When it vacated the DOL’s first decision, the court said the department had applied the standards for for-cause firing rather than for material breach of contract. The district’s new appeal reiterates the list of errors it found in the first ruling, arguing those same flaws continue in the second ruling, despite its statement that it was reached by “applying the standard set forth in the Remand.”
The appeal, Superintendent Steve Tucker said in a written statement to The Daily Sun, outlines the reasons the district “believes that the Department of Labor has again failed to apply the undisputed facts to the law and conclude that the District fairly and fully paid its former Business Administrator.”
Blouin declined to provide comment for this story because, as of Monday evening, she had not yet been notified of the appeal by the court.
The decision to file a second appeal, as with the first, was made without a formal vote of the school board, according to Chair Jennifer Anderson.

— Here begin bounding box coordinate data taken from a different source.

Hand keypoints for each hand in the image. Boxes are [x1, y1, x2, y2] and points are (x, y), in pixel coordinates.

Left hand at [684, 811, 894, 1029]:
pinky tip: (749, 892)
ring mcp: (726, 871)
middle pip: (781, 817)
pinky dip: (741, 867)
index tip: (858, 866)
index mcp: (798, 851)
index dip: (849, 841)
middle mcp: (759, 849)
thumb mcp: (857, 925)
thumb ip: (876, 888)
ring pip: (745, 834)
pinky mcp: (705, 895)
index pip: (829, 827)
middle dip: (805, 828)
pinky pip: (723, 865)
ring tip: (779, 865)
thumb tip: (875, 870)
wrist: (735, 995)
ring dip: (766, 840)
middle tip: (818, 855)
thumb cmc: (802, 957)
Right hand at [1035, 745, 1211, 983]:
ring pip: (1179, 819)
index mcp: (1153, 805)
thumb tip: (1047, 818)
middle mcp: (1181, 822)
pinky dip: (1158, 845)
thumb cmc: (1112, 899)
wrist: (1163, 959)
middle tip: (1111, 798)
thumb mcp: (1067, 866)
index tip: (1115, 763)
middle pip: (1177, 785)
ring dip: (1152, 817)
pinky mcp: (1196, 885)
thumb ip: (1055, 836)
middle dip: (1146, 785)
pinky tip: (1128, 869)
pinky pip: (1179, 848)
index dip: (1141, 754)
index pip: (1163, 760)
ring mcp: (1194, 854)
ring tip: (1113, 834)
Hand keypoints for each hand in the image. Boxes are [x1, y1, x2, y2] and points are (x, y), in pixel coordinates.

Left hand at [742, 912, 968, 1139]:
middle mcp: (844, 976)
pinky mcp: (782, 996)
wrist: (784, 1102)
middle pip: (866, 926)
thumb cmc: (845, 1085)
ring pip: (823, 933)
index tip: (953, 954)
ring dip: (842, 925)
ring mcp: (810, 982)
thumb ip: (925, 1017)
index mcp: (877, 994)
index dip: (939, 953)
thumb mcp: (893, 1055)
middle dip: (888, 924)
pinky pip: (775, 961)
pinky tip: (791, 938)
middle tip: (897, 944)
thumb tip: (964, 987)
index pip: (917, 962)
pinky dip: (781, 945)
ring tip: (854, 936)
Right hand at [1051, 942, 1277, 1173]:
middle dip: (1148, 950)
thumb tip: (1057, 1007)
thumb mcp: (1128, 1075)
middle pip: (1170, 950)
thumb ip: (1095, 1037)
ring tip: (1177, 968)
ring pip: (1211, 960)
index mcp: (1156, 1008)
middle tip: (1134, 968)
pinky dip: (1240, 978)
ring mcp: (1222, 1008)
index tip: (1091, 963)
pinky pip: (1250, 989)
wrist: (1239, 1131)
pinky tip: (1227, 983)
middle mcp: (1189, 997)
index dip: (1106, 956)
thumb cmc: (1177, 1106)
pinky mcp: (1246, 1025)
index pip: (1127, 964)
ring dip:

After the first appeal, some board members objected, arguing the board should have had a say. The majority disagreed, with the chair stating the superintendent had kept the board sufficiently informed and the decision, made on the advice of counsel, fell under his purview. In a tight vote, the board later declined to consider adding a policy that would have given it more oversight over the district’s engagement of legal counsel.